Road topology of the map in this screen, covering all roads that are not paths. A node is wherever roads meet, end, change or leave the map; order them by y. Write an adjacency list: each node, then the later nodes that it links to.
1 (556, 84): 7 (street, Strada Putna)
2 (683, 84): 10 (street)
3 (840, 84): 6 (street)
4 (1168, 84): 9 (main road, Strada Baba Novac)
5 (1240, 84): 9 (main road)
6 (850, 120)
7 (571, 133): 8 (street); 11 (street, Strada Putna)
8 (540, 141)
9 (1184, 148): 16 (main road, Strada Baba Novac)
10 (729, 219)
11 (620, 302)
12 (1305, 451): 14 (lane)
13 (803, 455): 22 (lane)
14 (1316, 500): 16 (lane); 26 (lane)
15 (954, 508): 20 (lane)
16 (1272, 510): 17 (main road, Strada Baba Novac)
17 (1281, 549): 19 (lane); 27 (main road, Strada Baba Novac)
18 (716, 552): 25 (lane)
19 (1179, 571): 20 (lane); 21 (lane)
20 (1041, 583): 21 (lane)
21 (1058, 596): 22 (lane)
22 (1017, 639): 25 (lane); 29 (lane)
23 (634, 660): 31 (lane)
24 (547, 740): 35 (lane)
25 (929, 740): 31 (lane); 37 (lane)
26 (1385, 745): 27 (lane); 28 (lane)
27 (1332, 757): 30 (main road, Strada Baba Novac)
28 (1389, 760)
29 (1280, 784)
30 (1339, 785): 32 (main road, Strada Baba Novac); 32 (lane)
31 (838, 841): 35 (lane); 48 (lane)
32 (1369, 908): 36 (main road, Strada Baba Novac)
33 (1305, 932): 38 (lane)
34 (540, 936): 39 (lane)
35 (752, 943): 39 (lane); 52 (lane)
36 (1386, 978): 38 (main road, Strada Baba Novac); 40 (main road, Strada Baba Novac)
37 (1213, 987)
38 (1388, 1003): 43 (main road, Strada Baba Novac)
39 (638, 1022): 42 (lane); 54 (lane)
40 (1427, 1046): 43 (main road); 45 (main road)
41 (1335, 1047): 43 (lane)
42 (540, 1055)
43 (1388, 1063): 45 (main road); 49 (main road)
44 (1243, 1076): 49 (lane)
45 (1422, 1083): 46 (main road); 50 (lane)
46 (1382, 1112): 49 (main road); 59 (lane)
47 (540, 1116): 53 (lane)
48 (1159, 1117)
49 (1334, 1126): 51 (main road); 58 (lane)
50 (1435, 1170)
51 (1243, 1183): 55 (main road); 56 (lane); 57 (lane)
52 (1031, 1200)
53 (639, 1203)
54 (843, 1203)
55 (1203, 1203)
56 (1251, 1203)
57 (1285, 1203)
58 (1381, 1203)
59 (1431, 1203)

__________

* **TASK DESCRIPTION**
Filter the records above for lines with "Baba".

* **TASK ANSWER**
4 (1168, 84): 9 (main road, Strada Baba Novac)
9 (1184, 148): 16 (main road, Strada Baba Novac)
16 (1272, 510): 17 (main road, Strada Baba Novac)
17 (1281, 549): 19 (lane); 27 (main road, Strada Baba Novac)
27 (1332, 757): 30 (main road, Strada Baba Novac)
30 (1339, 785): 32 (main road, Strada Baba Novac); 32 (lane)
32 (1369, 908): 36 (main road, Strada Baba Novac)
36 (1386, 978): 38 (main road, Strada Baba Novac); 40 (main road, Strada Baba Novac)
38 (1388, 1003): 43 (main road, Strada Baba Novac)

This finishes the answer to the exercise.